I disagree. I would have used the passive construction (which Duolingo does not teach) for "I got a haircut."


https://www.duolingo.com/profile/IsolaCiao

I've never heard the passive used, don't know if it's a regional thing. I keep my hair short, so I hear 「髪切った?」(kami kitta?) on a regular basis. To me this is the most natural sentence to say that I got a haircut.


https://www.duolingo.com/profile/MadameSensei

This isn't passive. :) This is normal polite ますform. Passive would have been 切(き)られました。(Super easy to make in Japanese, by the way but Duolingo doesn't have any lessons for it.) You are just hearing casual plain form. (And maybe you noticed that they dropped the を,too?)


https://www.duolingo.com/profile/IsolaCiao

That's what I was saying, that in normal speech Japanese people use the normal form, not the passive, to say that someone got a haircut. I was just wondering if in your experience Japanese people did use the passive in normal speech to say that someone got a haircut, because I never encountered it.

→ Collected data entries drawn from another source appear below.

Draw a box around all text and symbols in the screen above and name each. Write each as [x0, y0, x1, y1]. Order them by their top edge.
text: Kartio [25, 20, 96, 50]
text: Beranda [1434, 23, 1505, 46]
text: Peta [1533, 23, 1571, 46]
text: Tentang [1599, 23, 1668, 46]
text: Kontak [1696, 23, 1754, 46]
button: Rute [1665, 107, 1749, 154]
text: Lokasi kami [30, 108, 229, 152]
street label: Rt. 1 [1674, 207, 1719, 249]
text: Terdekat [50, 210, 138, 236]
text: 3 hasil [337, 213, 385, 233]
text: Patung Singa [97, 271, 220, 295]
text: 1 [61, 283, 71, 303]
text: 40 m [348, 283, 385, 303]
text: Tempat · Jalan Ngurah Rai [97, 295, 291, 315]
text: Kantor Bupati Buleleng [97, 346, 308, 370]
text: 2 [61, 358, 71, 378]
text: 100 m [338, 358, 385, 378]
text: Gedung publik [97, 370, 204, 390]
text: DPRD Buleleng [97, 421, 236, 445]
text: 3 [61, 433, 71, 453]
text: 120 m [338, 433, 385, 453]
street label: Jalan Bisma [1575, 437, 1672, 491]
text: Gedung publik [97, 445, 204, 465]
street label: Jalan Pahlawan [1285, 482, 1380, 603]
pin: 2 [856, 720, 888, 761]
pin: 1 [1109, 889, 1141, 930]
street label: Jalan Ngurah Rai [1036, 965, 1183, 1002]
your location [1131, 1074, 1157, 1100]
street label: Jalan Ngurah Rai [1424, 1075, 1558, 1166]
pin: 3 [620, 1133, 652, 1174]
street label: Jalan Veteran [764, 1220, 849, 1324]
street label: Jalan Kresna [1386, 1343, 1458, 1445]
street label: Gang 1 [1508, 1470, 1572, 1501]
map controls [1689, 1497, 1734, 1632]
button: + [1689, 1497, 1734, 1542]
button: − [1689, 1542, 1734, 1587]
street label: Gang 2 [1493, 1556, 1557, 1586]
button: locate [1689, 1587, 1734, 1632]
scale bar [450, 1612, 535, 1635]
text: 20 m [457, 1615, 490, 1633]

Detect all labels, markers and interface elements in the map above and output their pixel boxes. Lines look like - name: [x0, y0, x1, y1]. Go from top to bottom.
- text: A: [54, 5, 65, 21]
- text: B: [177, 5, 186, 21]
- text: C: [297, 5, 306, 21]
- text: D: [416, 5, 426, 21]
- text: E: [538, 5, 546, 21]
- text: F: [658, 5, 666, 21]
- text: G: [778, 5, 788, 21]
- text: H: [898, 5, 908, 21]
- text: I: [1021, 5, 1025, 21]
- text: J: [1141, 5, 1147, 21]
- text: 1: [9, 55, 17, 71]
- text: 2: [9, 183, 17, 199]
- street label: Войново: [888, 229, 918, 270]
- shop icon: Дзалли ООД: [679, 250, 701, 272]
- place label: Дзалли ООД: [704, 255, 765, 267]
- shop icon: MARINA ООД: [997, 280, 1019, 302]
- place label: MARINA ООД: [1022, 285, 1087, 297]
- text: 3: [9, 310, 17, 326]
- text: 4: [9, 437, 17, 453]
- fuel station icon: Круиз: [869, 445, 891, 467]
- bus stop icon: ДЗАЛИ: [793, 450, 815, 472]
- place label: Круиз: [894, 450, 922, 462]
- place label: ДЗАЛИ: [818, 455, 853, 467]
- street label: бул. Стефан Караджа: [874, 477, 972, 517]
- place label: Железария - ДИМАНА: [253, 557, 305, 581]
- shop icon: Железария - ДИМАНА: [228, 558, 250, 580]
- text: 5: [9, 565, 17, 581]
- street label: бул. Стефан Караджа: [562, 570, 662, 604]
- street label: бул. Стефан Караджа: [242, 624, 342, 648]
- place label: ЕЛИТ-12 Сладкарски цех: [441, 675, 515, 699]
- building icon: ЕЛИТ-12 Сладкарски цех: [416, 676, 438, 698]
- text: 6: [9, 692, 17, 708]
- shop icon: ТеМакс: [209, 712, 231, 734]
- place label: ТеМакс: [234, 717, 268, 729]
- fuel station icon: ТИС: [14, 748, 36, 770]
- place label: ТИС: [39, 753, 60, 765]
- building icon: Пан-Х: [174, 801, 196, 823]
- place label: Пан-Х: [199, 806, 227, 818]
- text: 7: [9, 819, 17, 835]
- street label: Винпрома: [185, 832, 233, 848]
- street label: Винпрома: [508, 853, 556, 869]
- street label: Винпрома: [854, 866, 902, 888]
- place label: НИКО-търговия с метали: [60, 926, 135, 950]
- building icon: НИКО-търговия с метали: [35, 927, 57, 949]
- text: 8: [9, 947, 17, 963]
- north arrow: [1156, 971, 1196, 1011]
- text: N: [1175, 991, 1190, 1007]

https://www.duolingo.com/profile/MadameSensei

Why, yes! (The explanation point is there because I am laughing...) Actually, I HAVE heard passive construction with hair cuts. Funny story: A friend didn't like the hair cut she just got, and so she used "suffering passive." (For those of you new to Japanese, you can often put a verb in passive to give the impression that you are not happy with the outcome. For example, 「父(ちち)が亡(な)くなれました。」 Kind of like saying, "My father died on me."  We call this "suffering passive" in English.


https://www.duolingo.com/profile/IsolaCiao

I see, I just cut my hair last week and got all 髪切った?s, so next time I cut it I'll have to listen closely and see if anyone uses the passive.


https://www.duolingo.com/profile/airzae

The zero pronoun is actually "[someone] cut my hair"


https://www.duolingo.com/profile/kbreddit

昨日 (yesterday) 髪 (hair) を切りました (cut)


https://www.duolingo.com/profile/EquanimousLingo

The presence of を usually denotes that the verb is a transitive verb, meaning it requires a direct object, in this case 髪. You can add that to help others learn trans ans intrans verbs


https://www.duolingo.com/profile/FuchsiaMoo

Yesterday i cut a god.


https://www.duolingo.com/profile/Pikachu025

Hmmmmmmmmm, naruhodo


https://www.duolingo.com/profile/pajang

Why can't I say, "I cut my hair yesterday"


https://www.duolingo.com/profile/emma523789

Shouldnt it be kami no ke ?


https://www.duolingo.com/profile/IsolaCiao

People usually just say 髪 (kami), but I don't think there's anything wrong with 髪の毛 (kaminoke).